# ABOUT THIS TASK
Copy exactly, and only, the lines from the one containing "Turn the roads" through the last line of the records below.

# MATERIAL FOR THE TASK
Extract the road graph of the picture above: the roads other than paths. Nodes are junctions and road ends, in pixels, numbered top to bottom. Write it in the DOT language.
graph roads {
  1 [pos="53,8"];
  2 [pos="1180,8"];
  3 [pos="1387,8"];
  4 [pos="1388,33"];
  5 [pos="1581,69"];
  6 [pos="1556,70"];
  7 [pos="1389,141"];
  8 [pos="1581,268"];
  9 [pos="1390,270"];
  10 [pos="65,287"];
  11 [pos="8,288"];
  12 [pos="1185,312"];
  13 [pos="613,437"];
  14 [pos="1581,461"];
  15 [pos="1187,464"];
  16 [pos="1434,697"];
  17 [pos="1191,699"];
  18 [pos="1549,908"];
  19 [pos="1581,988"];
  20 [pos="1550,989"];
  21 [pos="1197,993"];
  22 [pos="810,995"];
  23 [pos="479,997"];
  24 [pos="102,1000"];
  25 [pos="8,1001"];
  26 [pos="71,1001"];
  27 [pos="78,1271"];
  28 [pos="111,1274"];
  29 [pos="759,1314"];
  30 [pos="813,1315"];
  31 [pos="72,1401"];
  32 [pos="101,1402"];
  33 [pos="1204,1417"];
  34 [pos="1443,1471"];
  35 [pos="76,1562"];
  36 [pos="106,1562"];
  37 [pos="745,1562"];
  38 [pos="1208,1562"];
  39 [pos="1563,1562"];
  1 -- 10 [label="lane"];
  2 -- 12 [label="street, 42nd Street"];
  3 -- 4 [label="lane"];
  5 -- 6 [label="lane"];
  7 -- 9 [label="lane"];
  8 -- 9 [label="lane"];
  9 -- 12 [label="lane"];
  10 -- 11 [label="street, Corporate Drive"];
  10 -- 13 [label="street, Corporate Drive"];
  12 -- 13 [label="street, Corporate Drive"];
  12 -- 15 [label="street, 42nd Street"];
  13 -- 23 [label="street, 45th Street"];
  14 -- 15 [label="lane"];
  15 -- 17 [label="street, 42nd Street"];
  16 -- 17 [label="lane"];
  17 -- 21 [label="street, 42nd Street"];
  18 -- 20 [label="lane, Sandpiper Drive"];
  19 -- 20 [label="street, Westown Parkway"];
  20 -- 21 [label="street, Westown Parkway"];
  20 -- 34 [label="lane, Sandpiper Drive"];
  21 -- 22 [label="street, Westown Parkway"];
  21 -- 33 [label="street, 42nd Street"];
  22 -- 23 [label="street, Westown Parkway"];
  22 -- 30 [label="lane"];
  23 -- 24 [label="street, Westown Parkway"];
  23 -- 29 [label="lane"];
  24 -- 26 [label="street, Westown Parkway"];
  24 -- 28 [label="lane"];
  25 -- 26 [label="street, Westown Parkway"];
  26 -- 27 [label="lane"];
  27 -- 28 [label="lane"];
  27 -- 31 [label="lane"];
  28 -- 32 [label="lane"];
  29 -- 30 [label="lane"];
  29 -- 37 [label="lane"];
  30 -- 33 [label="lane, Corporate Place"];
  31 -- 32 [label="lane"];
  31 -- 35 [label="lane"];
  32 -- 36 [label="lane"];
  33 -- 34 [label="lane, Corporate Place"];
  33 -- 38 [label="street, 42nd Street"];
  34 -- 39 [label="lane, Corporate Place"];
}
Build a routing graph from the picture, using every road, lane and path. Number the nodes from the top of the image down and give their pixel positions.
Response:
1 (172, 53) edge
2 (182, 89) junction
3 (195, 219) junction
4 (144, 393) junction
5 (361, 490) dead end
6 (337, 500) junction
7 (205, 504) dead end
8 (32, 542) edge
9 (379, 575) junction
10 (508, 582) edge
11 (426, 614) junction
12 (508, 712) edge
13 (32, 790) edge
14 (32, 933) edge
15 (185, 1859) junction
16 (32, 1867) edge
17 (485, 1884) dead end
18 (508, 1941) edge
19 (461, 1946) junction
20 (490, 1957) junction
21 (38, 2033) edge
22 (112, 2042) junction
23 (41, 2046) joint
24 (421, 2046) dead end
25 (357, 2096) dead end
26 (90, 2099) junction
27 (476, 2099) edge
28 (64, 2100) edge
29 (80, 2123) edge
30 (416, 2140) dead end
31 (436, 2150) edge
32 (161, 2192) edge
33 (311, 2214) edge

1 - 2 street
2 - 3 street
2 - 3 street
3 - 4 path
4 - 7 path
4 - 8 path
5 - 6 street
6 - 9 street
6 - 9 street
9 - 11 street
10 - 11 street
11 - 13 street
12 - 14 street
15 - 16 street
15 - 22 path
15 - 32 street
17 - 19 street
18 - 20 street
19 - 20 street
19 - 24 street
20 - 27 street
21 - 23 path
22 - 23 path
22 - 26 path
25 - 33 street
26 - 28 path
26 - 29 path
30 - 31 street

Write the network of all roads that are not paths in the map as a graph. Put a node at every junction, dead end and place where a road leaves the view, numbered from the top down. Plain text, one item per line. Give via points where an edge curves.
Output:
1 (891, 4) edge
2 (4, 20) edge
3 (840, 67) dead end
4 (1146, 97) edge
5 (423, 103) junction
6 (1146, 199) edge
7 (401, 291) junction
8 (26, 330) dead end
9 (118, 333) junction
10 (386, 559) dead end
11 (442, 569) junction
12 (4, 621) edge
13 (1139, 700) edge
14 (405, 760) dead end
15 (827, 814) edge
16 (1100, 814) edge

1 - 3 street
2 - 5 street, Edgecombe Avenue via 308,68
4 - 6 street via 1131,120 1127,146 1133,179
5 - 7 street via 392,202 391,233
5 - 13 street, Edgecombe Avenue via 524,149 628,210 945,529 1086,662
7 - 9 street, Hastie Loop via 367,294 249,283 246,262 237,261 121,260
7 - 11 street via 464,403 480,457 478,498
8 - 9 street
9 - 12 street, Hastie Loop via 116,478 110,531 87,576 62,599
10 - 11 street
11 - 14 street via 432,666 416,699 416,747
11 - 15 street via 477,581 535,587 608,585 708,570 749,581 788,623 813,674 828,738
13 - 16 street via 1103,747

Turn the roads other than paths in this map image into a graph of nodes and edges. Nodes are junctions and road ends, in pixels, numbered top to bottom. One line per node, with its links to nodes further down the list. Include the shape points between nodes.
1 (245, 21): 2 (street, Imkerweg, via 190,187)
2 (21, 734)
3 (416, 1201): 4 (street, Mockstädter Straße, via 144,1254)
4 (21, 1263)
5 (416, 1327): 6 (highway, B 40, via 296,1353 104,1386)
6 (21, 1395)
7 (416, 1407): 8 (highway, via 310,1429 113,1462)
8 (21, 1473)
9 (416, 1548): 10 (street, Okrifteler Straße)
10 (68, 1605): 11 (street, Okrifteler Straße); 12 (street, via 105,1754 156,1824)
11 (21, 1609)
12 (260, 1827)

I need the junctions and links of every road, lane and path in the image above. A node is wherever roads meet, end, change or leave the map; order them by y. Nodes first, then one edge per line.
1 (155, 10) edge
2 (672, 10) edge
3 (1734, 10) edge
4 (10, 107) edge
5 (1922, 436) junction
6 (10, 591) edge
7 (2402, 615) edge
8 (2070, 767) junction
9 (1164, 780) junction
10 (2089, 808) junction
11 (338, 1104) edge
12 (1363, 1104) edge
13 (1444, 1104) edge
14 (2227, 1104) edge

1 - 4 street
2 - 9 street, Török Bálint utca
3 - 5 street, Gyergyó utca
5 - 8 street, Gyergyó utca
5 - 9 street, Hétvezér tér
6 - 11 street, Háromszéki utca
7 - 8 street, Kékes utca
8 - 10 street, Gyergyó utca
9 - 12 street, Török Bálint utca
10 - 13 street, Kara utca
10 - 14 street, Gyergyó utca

# ANSWER BOX
Turn the roads other than paths in this map image into a graph of nodes and edges. Nodes are junctions and road ends, in pixels, numbered top to bottom. One line per node, with its links to nodes further down the list. Include the shape points between nodes.
1 (245, 21): 2 (street, Imkerweg, via 190,187)
2 (21, 734)
3 (416, 1201): 4 (street, Mockstädter Straße, via 144,1254)
4 (21, 1263)
5 (416, 1327): 6 (highway, B 40, via 296,1353 104,1386)
6 (21, 1395)
7 (416, 1407): 8 (highway, via 310,1429 113,1462)
8 (21, 1473)
9 (416, 1548): 10 (street, Okrifteler Straße)
10 (68, 1605): 11 (street, Okrifteler Straße); 12 (street, via 105,1754 156,1824)
11 (21, 1609)
12 (260, 1827)

I need the junctions and links of every road, lane and path in the image above. A node is wherever roads meet, end, change or leave the map; order them by y. Nodes first, then one edge per line.
1 (155, 10) edge
2 (672, 10) edge
3 (1734, 10) edge
4 (10, 107) edge
5 (1922, 436) junction
6 (10, 591) edge
7 (2402, 615) edge
8 (2070, 767) junction
9 (1164, 780) junction
10 (2089, 808) junction
11 (338, 1104) edge
12 (1363, 1104) edge
13 (1444, 1104) edge
14 (2227, 1104) edge

1 - 4 street
2 - 9 street, Török Bálint utca
3 - 5 street, Gyergyó utca
5 - 8 street, Gyergyó utca
5 - 9 street, Hétvezér tér
6 - 11 street, Háromszéki utca
7 - 8 street, Kékes utca
8 - 10 street, Gyergyó utca
9 - 12 street, Török Bálint utca
10 - 13 street, Kara utca
10 - 14 street, Gyergyó utca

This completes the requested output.